=== YOUR ASSIGNMENT ===
Scan the material below and copy every line holding the word "Ridgewood".

** Opening LISTED ENTRIES block **

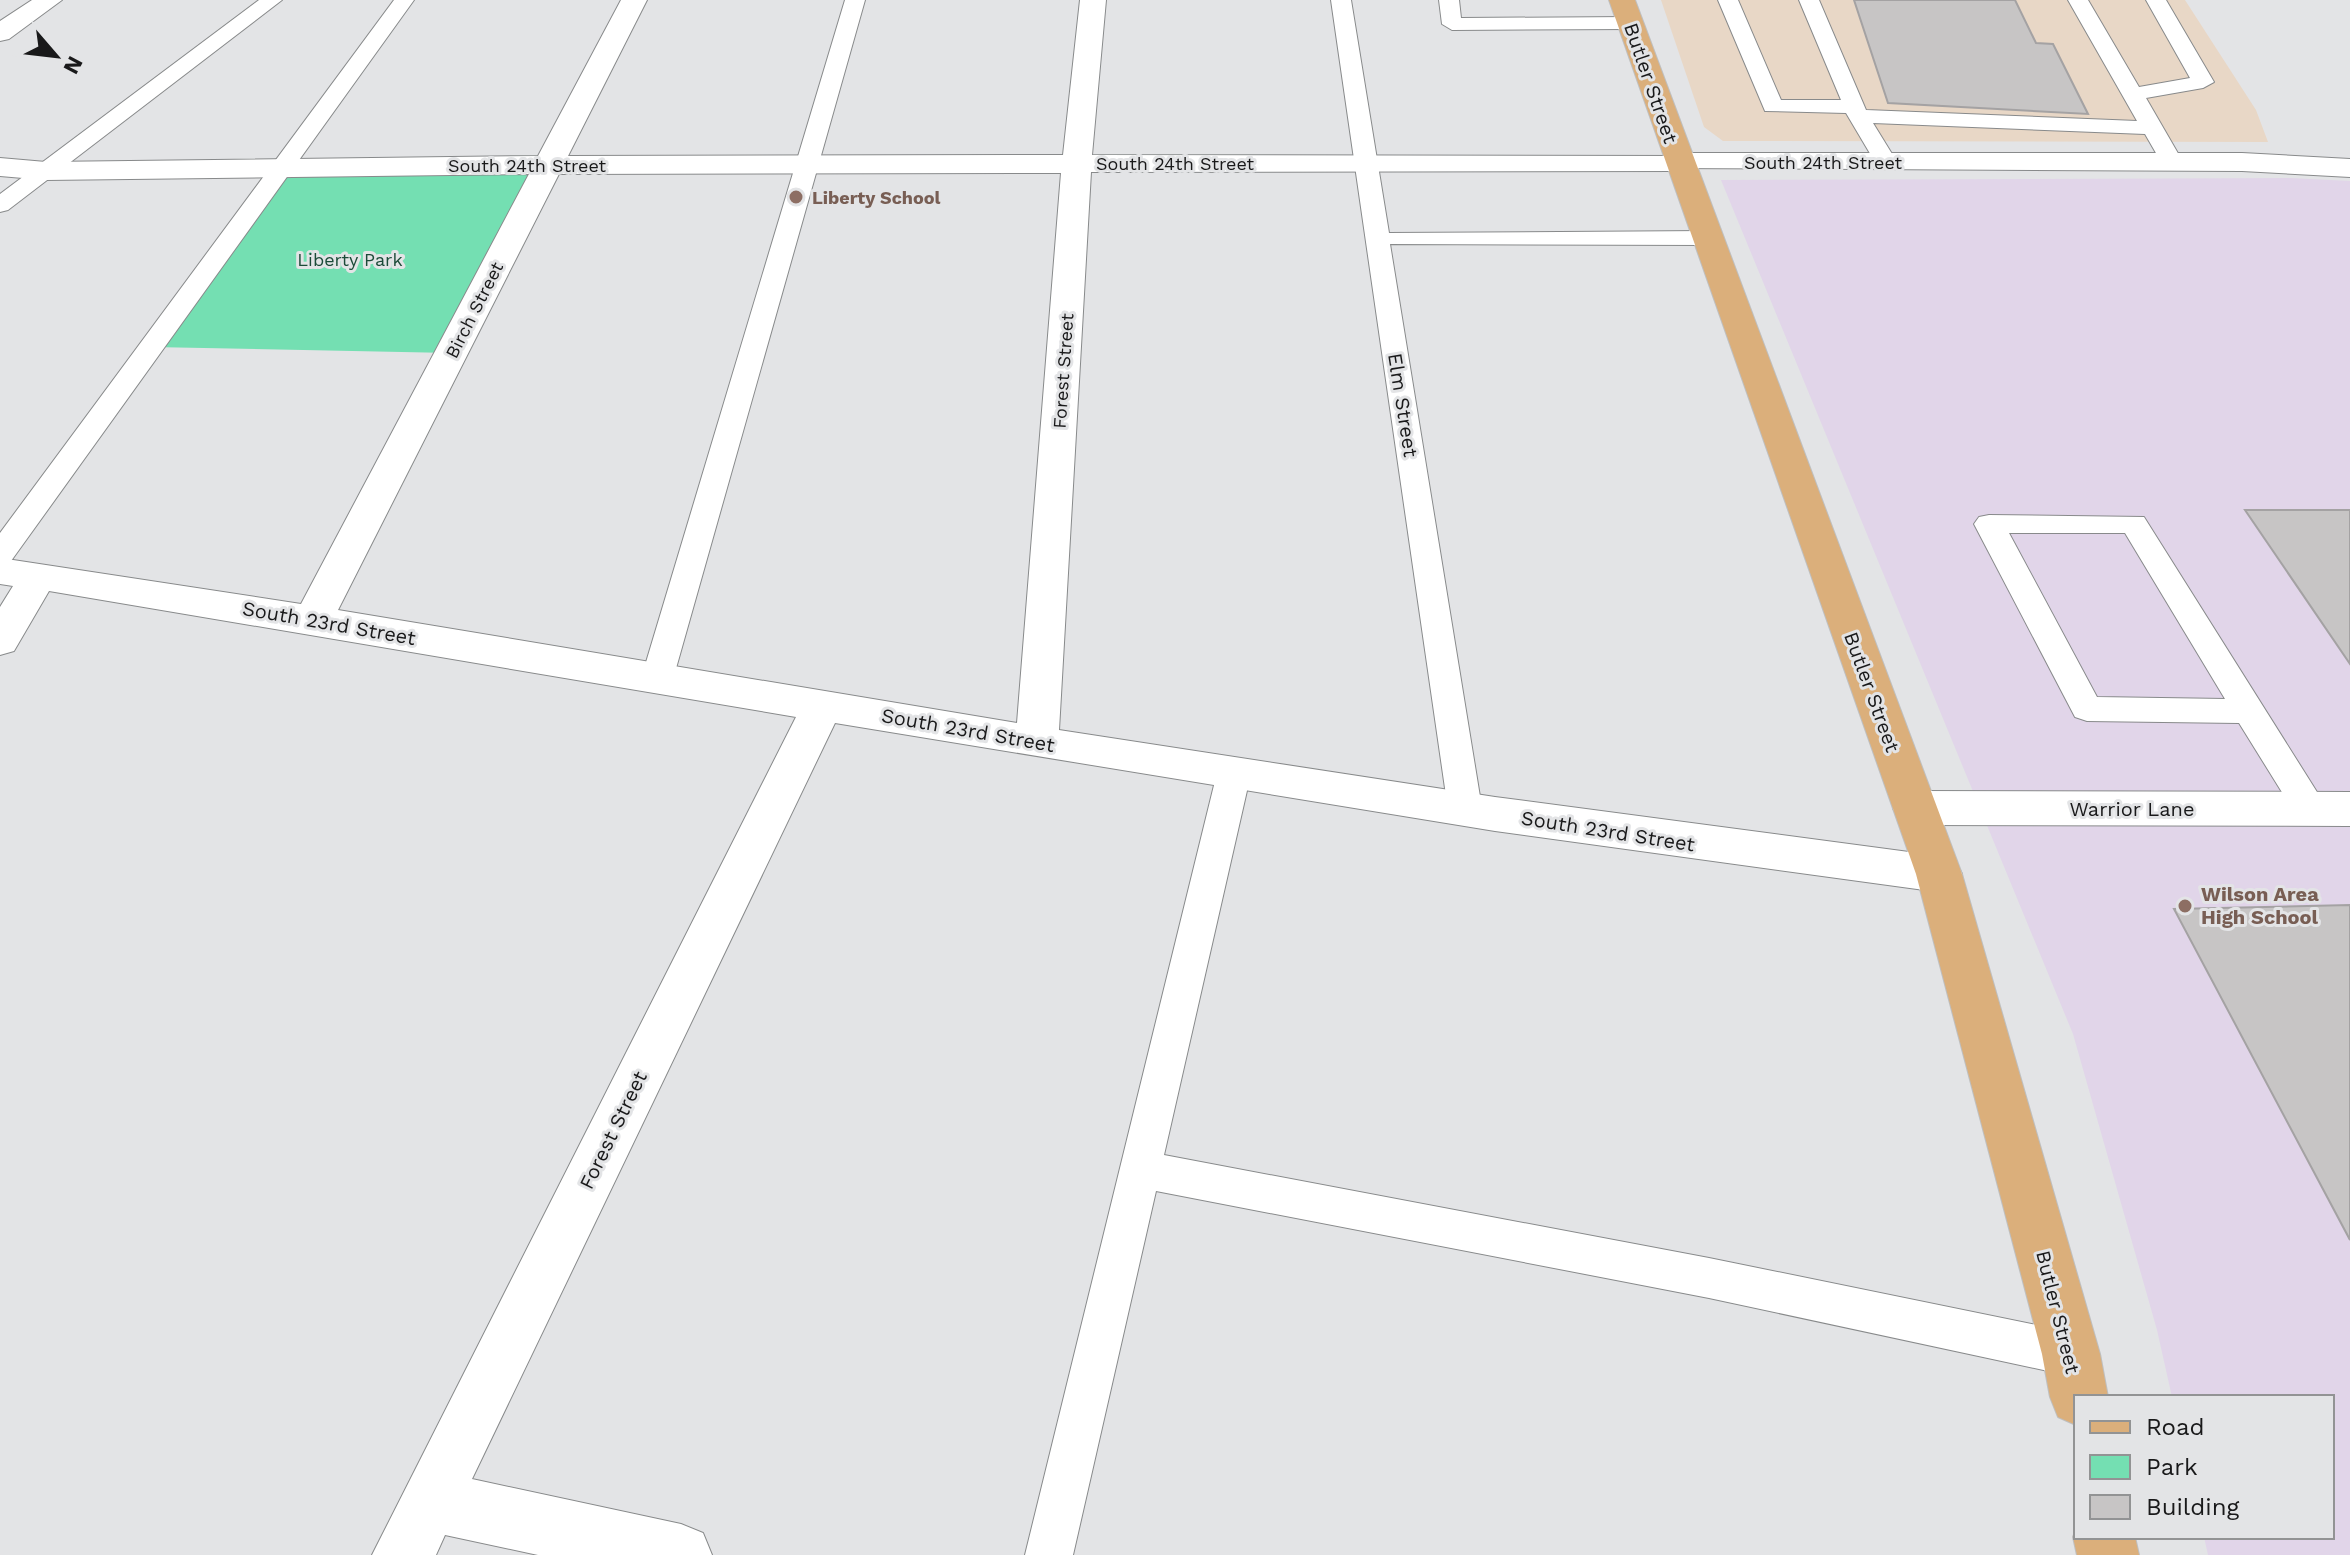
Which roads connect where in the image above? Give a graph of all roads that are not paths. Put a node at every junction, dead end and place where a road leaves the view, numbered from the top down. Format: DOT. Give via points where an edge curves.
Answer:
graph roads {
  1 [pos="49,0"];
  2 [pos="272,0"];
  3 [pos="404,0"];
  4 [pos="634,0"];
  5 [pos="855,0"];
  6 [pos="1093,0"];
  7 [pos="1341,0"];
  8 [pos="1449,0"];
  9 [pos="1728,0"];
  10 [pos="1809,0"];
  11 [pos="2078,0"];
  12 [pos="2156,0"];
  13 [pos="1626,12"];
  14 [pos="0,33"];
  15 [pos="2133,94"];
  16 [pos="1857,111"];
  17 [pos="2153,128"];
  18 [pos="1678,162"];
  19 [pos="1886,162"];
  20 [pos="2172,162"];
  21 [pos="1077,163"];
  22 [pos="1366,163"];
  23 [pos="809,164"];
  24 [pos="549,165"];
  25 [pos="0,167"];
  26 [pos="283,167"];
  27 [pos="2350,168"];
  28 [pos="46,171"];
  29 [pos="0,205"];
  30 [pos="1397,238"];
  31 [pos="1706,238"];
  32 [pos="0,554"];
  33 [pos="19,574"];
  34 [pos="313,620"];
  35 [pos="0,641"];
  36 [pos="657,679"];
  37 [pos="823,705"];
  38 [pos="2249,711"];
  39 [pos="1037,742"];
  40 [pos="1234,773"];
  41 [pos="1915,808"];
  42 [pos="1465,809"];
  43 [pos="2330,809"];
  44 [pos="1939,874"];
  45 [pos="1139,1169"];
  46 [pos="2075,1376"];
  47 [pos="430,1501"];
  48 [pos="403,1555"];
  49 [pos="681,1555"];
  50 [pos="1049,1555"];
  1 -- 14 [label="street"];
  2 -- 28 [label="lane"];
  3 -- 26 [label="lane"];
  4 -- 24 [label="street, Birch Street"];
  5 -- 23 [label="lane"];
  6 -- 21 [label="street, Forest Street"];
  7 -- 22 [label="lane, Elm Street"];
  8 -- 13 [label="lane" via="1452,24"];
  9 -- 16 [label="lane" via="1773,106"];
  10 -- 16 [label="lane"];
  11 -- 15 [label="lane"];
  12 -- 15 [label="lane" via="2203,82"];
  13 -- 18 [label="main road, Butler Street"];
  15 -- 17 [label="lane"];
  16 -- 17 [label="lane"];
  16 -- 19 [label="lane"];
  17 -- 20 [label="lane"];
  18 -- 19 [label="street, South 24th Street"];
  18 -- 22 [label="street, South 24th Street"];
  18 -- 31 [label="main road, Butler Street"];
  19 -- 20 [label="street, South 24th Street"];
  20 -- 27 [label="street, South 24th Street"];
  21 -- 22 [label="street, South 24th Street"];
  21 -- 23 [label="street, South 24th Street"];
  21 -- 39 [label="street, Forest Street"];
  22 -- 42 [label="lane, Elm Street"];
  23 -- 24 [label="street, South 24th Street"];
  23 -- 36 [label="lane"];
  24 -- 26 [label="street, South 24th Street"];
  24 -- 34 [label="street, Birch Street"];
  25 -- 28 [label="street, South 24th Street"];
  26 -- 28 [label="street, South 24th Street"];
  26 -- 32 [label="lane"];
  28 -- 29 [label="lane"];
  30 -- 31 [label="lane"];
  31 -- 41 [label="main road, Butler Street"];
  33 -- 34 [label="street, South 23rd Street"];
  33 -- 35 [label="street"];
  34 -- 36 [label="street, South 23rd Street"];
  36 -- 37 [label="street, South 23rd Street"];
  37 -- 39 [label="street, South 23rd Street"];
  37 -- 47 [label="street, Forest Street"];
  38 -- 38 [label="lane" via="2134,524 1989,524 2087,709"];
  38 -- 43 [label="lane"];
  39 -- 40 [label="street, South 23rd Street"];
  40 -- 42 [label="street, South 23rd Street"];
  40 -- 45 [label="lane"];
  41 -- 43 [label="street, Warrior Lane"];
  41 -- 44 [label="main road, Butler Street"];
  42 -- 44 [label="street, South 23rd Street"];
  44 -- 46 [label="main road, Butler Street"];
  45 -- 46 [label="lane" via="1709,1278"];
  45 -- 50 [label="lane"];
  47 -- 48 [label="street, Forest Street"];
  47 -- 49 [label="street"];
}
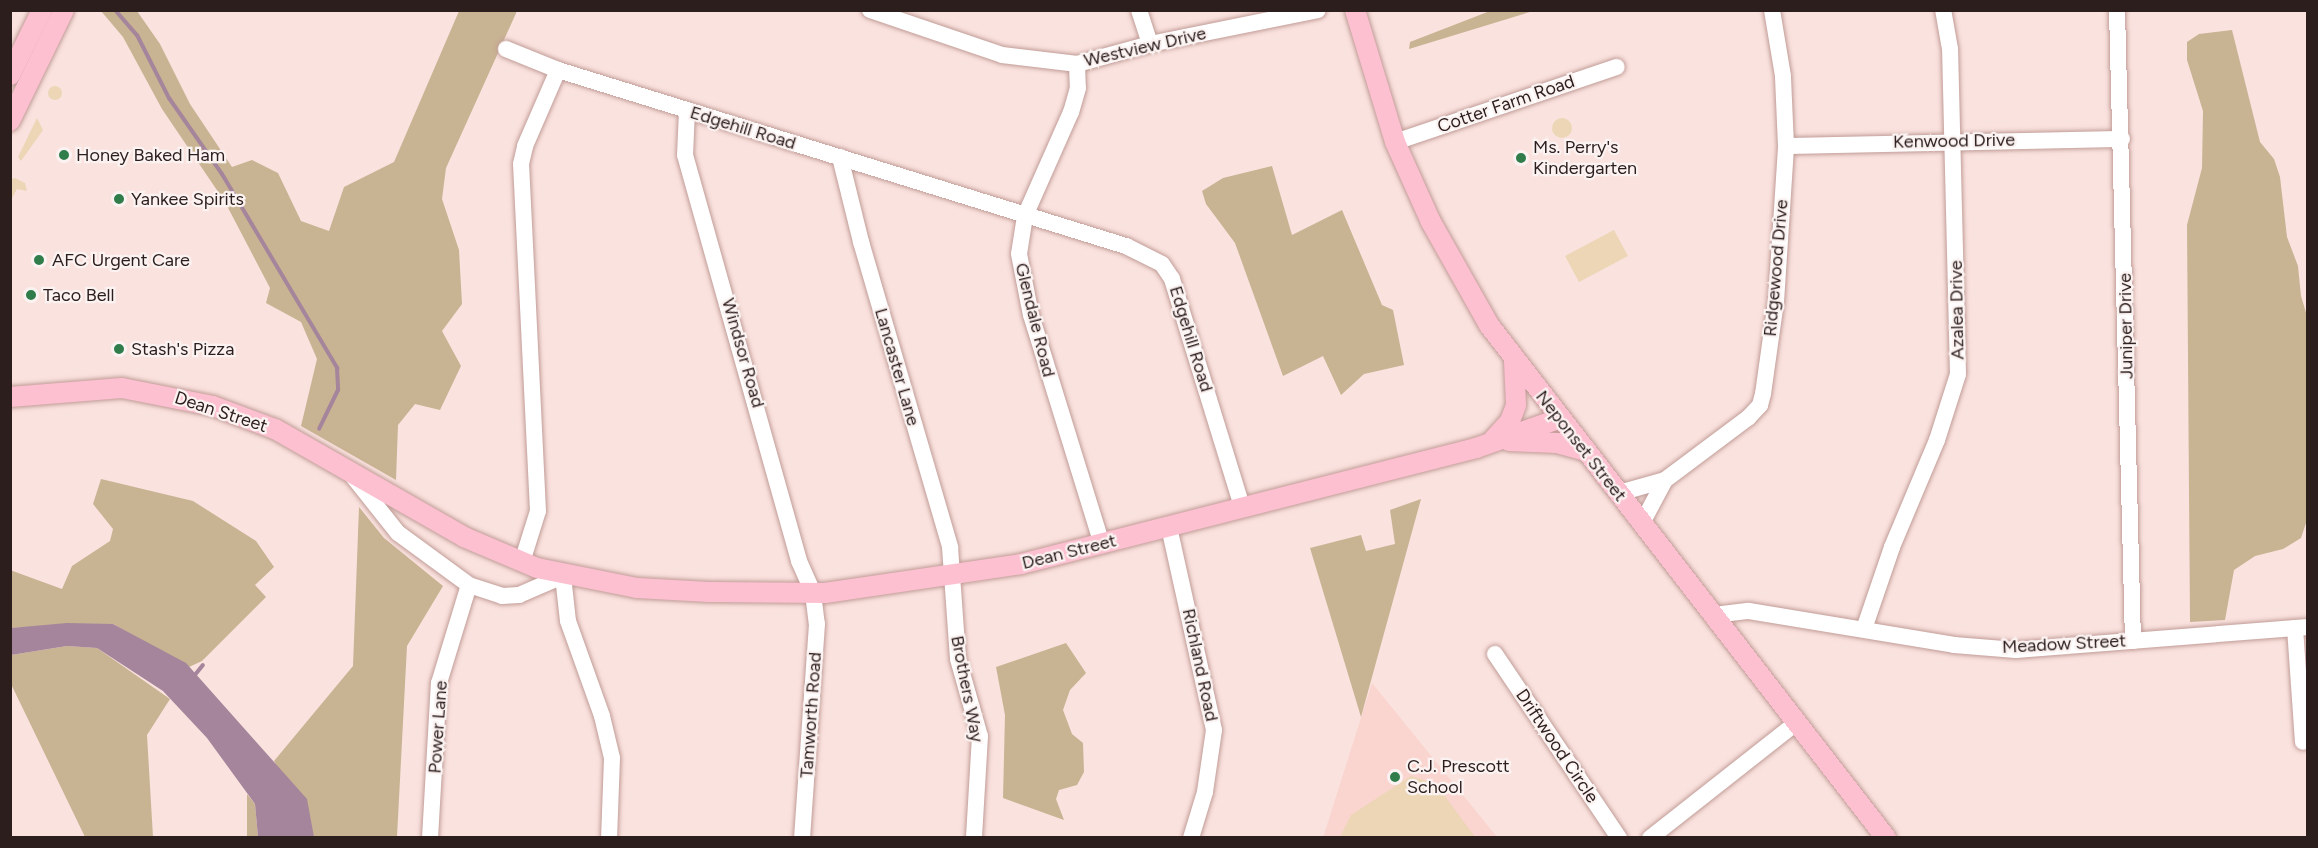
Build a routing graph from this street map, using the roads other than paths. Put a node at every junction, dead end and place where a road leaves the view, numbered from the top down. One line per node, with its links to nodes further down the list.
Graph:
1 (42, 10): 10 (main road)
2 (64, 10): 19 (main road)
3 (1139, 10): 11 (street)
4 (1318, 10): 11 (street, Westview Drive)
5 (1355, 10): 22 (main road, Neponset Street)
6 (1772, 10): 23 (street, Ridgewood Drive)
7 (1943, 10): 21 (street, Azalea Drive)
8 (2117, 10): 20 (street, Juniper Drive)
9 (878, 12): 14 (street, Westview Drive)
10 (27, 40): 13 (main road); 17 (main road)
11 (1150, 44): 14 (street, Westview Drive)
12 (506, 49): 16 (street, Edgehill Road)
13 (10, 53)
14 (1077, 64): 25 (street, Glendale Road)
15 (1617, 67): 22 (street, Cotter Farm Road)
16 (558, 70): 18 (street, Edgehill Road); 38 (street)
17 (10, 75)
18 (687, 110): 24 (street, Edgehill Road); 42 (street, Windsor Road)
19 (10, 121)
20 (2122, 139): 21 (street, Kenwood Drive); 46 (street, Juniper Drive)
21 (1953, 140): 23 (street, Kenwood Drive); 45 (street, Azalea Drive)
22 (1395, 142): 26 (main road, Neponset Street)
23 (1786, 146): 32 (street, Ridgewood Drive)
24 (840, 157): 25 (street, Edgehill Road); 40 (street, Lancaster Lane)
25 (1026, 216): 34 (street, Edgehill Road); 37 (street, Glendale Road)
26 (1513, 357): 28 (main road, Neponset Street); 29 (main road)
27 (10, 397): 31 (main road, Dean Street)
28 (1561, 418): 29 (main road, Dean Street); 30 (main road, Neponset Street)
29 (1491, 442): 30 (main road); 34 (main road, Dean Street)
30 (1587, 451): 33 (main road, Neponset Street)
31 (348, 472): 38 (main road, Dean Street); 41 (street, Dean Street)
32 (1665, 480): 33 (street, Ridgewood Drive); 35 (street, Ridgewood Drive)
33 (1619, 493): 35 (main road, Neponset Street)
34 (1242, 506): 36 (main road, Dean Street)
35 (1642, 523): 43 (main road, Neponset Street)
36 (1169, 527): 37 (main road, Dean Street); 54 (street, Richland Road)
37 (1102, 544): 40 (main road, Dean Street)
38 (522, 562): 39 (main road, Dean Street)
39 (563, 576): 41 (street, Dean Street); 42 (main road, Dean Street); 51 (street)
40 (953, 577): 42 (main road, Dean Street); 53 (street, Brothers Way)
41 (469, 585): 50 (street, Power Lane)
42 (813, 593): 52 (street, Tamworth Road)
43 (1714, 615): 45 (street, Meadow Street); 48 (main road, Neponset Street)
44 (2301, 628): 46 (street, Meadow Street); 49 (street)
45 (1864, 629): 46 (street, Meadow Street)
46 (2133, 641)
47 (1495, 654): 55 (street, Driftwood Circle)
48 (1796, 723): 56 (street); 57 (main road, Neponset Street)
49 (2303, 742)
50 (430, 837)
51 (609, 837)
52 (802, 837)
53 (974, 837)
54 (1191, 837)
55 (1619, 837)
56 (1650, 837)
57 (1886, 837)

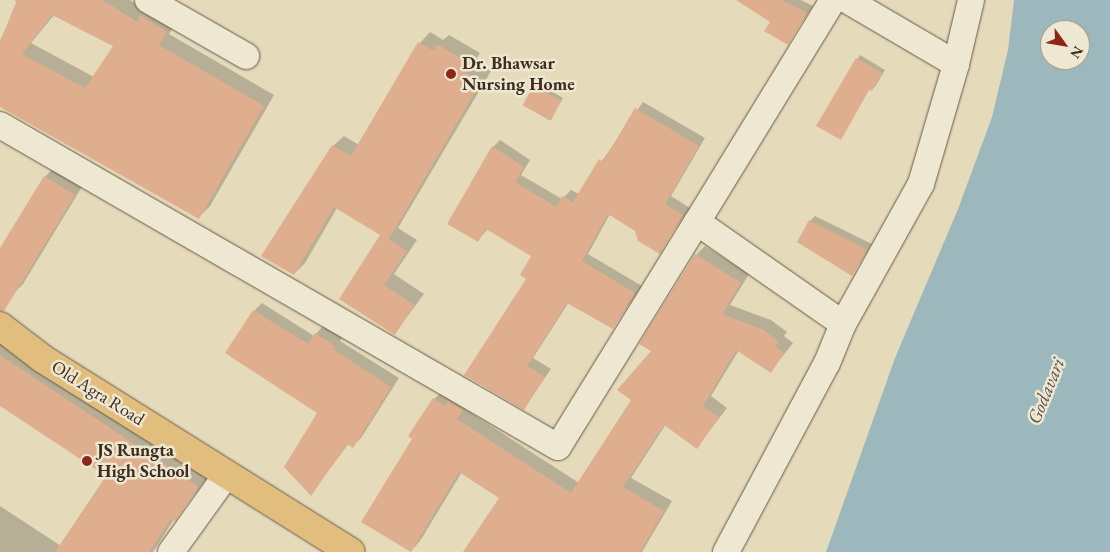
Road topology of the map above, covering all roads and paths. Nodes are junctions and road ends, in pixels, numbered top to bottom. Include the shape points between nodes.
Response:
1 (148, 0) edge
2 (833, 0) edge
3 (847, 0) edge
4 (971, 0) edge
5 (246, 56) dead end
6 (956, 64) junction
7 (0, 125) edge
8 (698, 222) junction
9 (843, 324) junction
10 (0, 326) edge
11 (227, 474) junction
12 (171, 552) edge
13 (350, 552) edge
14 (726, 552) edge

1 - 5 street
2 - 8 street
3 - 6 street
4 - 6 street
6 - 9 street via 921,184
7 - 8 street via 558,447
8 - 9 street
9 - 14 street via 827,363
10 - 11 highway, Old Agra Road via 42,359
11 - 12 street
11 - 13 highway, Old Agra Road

** Closing LISTED ENTRIES block **

=== SOLUTION FOR THIS PROBLEM ===
6 (1772, 10): 23 (street, Ridgewood Drive)
23 (1786, 146): 32 (street, Ridgewood Drive)
32 (1665, 480): 33 (street, Ridgewood Drive); 35 (street, Ridgewood Drive)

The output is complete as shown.